The patient was discharged back to her family doctor, with a plan for cytology and high-risk HPV cotesting in six months as a test of cure, according to the National Health Service Cervical Screening Programme guidelines.
Despite organised cervical screening programmes having proven their significant value in preventing cervical cancer, there is scope for further improvement in diagnostic accuracy. Excisional treatment for CIN2 and CIN3 is at present the gold standard and is of considerable value in prevention of transformation of these lesions into cancer. However, in view of the low colposcopic accuracy, there is a risk of overtreatment and increase in unnecessary morbidity. There is evidence that CIN2, if left untreated, regresses spontaneously in roughly half of the cases within two years [7–9]. Hence a more conservative approach might be suitable for some women, especially those with fertility wish.
Novel technology can support the clinical diagnosis and subsequent management. Several methods, such as Dynamic Spectral Imaging, optical spectroscopy, or optical coherence tomography, have been developed aiming to aid colposcopic assessment and evaluated in regard to their clinical and economic impact . The DSI technology was shown to increase the sensitivity of colposcopy to 88% when used adjunctively to standard colposcopy , whilst also being cost-effective .
The case presented above demonstrates that the sensitivity of colposcopy when combined with DSI was indeed higher than colposcopy alone, both in terms of forming the right impression and identifying the sites to biopsy.

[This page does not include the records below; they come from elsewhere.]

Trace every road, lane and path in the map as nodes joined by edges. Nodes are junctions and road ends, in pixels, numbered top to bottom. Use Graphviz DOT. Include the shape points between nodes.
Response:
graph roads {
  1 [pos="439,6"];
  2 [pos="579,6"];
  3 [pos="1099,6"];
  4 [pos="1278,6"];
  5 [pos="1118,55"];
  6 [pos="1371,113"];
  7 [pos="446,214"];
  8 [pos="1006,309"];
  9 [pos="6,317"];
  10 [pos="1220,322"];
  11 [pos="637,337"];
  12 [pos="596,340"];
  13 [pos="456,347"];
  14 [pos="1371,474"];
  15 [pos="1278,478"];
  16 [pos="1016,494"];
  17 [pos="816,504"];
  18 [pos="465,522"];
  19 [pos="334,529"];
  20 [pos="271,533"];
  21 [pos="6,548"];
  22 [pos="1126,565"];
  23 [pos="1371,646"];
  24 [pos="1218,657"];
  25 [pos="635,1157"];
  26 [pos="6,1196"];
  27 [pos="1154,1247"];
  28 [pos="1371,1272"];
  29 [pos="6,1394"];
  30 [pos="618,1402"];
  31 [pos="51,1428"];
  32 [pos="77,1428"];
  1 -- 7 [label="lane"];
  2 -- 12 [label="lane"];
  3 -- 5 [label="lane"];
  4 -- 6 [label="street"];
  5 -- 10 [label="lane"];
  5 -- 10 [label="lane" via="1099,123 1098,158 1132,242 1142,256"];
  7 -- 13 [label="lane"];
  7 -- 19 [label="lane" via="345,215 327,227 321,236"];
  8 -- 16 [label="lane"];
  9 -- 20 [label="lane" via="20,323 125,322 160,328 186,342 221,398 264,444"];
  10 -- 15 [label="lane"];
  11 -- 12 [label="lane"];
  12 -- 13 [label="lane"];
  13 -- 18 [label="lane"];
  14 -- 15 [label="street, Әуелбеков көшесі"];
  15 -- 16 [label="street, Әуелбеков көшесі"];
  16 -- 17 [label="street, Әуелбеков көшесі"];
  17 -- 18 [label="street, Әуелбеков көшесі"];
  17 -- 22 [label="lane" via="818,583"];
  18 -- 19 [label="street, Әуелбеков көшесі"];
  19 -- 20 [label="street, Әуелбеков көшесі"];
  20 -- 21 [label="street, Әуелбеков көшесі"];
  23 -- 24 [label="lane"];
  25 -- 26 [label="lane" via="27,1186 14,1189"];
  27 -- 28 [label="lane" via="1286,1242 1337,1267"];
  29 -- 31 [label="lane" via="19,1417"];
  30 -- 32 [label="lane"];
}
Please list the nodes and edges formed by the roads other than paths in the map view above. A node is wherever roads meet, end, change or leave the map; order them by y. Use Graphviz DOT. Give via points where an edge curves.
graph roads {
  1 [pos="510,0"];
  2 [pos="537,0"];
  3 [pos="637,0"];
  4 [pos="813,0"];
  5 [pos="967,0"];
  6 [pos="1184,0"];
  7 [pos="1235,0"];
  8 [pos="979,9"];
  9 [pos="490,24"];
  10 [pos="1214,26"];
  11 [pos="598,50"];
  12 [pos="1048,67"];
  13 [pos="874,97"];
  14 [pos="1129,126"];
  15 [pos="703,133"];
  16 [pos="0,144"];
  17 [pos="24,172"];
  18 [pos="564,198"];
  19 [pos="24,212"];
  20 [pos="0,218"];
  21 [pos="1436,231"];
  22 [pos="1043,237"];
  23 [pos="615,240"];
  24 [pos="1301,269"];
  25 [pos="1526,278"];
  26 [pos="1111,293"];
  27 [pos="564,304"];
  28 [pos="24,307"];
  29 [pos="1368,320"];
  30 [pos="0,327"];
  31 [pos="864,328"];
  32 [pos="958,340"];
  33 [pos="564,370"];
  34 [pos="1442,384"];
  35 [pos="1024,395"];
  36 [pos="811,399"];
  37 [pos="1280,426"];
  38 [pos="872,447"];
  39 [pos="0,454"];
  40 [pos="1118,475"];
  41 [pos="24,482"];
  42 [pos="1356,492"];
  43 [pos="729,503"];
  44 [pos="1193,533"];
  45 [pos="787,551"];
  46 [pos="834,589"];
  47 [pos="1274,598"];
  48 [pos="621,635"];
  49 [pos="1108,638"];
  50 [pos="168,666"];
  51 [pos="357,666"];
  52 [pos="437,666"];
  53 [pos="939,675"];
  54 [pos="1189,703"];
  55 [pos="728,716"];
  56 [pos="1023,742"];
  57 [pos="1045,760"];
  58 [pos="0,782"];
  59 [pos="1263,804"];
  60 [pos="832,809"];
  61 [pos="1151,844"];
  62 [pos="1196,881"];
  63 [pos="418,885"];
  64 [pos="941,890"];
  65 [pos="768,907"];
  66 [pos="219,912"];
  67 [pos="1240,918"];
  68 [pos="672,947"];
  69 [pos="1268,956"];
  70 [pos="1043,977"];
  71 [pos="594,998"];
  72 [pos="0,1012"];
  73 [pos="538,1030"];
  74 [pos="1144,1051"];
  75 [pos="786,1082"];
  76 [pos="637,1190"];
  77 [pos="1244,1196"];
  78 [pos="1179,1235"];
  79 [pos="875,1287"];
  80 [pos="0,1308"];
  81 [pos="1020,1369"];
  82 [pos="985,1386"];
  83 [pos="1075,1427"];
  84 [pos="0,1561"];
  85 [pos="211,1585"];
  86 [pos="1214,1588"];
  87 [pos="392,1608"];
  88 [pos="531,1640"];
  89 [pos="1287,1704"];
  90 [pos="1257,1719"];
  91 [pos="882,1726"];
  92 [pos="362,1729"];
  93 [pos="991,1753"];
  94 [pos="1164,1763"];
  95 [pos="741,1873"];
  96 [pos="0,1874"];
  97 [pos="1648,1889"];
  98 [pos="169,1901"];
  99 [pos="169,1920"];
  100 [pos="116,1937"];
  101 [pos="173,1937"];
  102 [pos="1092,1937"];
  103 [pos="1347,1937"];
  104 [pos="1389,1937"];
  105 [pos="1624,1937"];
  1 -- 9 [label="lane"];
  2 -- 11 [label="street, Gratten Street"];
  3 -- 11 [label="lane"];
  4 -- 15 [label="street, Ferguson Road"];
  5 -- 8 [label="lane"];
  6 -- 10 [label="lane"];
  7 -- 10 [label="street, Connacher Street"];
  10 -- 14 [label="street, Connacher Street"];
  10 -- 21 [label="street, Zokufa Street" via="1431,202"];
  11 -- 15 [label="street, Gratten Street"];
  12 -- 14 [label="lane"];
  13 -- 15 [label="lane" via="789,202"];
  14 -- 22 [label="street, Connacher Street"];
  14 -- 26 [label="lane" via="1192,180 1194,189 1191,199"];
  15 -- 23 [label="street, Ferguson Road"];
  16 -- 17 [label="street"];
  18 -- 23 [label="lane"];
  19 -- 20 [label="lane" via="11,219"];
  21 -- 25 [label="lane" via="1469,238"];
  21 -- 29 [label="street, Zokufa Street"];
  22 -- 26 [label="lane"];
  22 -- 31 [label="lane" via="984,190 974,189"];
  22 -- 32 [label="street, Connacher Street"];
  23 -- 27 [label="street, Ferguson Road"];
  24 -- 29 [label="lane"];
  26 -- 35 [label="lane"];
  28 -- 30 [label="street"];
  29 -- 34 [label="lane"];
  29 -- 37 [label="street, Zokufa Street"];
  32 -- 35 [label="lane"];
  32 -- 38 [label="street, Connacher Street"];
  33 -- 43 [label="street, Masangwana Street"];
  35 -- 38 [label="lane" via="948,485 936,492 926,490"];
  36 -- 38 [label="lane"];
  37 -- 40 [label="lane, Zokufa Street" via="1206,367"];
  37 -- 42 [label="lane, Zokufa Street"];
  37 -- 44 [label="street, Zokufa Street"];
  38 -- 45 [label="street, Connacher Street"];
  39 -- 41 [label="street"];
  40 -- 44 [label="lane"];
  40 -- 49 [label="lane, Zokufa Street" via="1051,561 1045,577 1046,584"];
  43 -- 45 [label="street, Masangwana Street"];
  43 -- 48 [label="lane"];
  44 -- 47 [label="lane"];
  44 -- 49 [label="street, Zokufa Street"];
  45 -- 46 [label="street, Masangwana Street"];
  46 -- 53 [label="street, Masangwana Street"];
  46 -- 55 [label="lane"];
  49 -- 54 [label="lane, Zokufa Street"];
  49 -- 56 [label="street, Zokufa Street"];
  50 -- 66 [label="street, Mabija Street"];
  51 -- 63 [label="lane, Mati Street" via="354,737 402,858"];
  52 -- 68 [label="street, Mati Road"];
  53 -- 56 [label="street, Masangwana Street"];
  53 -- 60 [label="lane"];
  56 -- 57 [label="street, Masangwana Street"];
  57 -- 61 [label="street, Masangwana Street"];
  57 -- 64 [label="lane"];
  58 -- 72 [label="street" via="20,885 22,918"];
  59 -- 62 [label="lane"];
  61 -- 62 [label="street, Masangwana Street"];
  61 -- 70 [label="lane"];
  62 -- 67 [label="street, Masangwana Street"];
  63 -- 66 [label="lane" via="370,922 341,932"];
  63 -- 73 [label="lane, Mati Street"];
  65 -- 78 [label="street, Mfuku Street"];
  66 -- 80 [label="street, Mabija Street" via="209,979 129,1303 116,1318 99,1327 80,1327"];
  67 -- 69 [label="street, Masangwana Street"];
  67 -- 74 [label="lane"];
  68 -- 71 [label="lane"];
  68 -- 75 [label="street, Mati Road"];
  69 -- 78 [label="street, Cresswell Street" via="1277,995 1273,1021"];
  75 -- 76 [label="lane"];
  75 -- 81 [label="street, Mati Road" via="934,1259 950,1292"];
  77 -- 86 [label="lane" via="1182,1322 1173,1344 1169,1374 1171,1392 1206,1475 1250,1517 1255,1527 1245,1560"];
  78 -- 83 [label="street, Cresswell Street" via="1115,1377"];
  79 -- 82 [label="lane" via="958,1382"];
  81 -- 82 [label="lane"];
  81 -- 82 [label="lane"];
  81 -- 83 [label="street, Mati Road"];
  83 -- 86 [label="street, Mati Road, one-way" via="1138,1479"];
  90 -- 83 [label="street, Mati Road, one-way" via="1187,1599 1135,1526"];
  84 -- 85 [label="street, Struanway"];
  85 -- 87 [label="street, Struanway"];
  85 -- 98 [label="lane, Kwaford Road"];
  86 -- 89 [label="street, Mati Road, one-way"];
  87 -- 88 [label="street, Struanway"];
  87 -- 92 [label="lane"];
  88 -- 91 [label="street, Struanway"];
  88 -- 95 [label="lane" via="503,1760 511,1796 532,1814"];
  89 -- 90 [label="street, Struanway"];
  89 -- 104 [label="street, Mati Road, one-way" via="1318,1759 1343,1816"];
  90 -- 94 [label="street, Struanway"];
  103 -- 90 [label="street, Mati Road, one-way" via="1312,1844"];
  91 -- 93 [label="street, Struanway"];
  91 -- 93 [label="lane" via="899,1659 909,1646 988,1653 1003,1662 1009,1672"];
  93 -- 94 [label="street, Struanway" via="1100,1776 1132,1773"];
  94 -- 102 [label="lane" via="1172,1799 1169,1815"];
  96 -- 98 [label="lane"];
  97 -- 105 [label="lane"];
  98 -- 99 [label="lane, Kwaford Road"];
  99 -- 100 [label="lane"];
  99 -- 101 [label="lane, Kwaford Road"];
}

The DSI-guided biopsy led to detection of high-grade CIN, whereas the colposcopic impression of low-grade would have otherwise been confirmed by the colposcopically directed biopsy which indeed showed CIN1.
The ability to review images and the DSI map from the first visit, performed under identical circumstances with those in the second, enabled the colposcopist to confidently advice the patient towards conservative management. The LLETZ was performed due to patient’s wish and in accordance with standard guidelines following high-grade CIN on directed biopsies. The fact that the histological assessment of the treatment specimen showed no high-grade CIN illustrates that this case could have indeed been managed more conservatively, decreasing any risks associated with the excision.
This case highlights that the opportunity to compare images and DSI maps side by side, and potentially quantify cervical changes, which can be particularly valuable when patients are not seen by the same colposcopist over time, may prove invaluable in optimizing care for the selected group that will prefer conservative management to excision, and the development of appropriate guidance.
It also underlines the offered advantage to be more reassured when both colposcopic impression and the DSI map are negative for high-grade CIN, as the high negative predictive value with the use of DSI suggests [17, 18], and thus reduce unnecessary treatments.
This work was presented at the 2017 meeting of the International Federation of Colposcopy and Cervical Pathology (IFCPC).
Conflicts of Interest
The Northern Gynaecological Oncology Centre and Musgrove Park Hospital are under contract with DYSIS Medical Ltd to perform training on the use of DYSIS. Emmanouil Papagiannakis is an employee of DYSIS Medical Ltd. Christina Founta received travel and accommodation reimbursement from DYSIS Medical Ltd to present results at congresses.
The authors thank Dr. Angela Ralte (Queen Elizabeth Hospital, Sheriff Hill, Gateshead NE9 6SX, United Kingdom) for preparing and providing the histopathology images.